To LUGNET HomepageTo LUGNET News HomepageTo LUGNET Guide Homepage
 Help on Searching
 
Post new message to lugnet.roboticsOpen lugnet.robotics in your NNTP NewsreaderTo LUGNET News Traffic PageSign In (Members)
 Robotics / 17669
17668  |  17670
Subject: 
Re: RCX Firmware Speed
Newsgroups: 
lugnet.robotics
Date: 
Wed, 10 Apr 2002 13:06:07 GMT
Viewed: 
559 times
  
Dick,

  Nice post, and an iteresting topic.

  My timings differ a little for v2.0 beta, but they are basically the same.
My timings use an interal timer as do yours.

  My multi-task measurement shows that the 3mS framework does not apply to
every instruction executed for v2.0.  This is consistant with your findings.
My measurement loop contains a single bytecode in a for loop executed 2000
times.  The cost of executing an empty for loop 2000 times is then
subtracted from the time of the measurement loop.
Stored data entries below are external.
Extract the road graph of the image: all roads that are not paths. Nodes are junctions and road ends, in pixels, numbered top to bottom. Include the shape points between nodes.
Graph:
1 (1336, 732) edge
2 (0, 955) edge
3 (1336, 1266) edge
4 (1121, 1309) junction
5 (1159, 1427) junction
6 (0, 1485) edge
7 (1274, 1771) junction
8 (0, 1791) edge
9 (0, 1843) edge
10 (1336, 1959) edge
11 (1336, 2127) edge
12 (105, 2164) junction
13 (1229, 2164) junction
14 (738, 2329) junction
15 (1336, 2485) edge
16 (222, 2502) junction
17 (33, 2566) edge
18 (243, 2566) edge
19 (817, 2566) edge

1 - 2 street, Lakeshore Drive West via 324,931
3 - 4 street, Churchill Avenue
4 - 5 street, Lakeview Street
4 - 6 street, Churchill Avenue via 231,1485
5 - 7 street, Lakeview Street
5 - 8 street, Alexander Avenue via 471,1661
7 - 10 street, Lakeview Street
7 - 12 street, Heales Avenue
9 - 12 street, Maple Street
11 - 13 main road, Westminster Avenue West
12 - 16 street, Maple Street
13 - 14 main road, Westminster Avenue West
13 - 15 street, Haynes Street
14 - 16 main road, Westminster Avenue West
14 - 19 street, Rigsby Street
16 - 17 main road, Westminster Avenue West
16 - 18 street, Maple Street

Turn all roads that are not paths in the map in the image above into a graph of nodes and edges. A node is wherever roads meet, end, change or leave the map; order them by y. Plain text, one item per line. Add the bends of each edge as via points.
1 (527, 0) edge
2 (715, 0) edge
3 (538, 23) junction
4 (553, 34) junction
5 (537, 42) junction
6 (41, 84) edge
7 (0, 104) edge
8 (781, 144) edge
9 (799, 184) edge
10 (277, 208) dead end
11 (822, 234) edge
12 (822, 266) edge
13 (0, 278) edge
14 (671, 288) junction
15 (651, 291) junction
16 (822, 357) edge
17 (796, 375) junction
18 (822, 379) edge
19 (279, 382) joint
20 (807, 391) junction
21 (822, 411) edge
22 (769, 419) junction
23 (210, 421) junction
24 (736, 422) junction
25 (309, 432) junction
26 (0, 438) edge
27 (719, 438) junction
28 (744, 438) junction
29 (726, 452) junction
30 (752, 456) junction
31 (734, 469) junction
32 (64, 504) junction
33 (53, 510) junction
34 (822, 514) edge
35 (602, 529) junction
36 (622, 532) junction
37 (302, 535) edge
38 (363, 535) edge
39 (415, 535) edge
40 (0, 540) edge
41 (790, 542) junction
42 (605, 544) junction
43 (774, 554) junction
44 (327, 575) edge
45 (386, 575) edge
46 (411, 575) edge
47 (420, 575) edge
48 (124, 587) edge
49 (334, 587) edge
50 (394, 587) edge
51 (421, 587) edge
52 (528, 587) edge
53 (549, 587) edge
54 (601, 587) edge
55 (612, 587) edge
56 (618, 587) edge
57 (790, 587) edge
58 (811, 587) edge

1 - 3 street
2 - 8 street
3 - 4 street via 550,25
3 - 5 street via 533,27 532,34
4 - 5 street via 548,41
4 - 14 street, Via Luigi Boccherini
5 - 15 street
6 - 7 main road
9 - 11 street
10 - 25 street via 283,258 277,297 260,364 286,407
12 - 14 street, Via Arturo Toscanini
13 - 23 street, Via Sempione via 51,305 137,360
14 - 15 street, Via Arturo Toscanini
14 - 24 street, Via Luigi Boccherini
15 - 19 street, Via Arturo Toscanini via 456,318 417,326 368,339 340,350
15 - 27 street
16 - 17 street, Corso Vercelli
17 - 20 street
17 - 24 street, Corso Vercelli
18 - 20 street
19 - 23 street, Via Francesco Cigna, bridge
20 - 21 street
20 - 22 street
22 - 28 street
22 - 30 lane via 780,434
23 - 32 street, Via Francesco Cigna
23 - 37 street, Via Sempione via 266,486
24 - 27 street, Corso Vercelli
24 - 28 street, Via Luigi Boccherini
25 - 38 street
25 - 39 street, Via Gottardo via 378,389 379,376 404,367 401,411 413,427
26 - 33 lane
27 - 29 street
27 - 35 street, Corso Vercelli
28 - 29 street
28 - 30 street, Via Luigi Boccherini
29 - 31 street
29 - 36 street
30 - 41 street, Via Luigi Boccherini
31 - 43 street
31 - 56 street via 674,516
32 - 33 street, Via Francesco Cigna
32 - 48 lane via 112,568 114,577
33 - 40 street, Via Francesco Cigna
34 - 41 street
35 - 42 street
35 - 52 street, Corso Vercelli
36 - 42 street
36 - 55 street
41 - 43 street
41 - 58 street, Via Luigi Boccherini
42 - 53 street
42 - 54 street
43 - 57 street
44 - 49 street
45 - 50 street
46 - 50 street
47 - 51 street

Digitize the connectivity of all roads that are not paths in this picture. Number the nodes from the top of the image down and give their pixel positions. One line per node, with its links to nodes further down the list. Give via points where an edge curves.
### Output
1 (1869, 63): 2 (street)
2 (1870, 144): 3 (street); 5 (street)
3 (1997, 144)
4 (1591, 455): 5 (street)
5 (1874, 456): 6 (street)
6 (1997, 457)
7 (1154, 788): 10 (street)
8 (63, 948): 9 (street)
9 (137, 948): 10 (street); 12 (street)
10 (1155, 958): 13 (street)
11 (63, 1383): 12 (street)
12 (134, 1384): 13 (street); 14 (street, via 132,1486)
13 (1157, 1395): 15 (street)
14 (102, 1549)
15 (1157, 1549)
  I modified my timing test to measure the timing of repeated CHKL against
from 1 to 6 other tasks performing a while(1) loop.  I got these results.
Times are milliseconds per bytecode executed in the measurement loop.

  #tasks time   diff
      1     3.00
      2     3.26  0.26
      3     3.58  0.32
      4     3.80  0.22
      5     4.12  0.32
      6     4.44  0.32
      7     4.75  0.31

These timings confirm that adding new tasks gives an incremental increase in
execution time.

Making each new task perform the same code as the original measurement task
would give measurements of the actual "few assembly instructions" needed to
perform the CHKL execution.  As it stands, the differents reflects the time
it takes to perform the while(1) loop.

Kevin

  I did a slight modification to my measurement code, and ran
"Dick Swan" <dickswan@sbcglobal.net> wrote in message
news:GuC9L5.BMn@lugnet.com...
This is a follow up to many of the recent posts on the speed of Lego's
RCX byte code interpreter. It's a long post but the salient items are
in the first few paragraphs.

The interpreter is very slow because of all the overhead required to
execute a single interpreter instruction. The scheduler overhead takes
up about 90% of the time and the actual interpreter instruction is the
remainder.

The fastest opcode is an 'alive' [i.e. opcode 0x10] which is
essentially a NoOp at 2.73 msec [milliseconds]. 'Add' opcode is 2.84
msec and 'multiply' or 'divide' [i.e. likely the worst case] at 2.93
msec.

It is just a coincidence that opcode execution is about 3 msec and
sensors are scanned at 3 msec. The Opcode interpreter runs
asynchronously with the sensor interrupt. Opcodes are executed
whenever there is no system task -- sensor handler, display handler,
battery monitoring handler, etc -- ready to run.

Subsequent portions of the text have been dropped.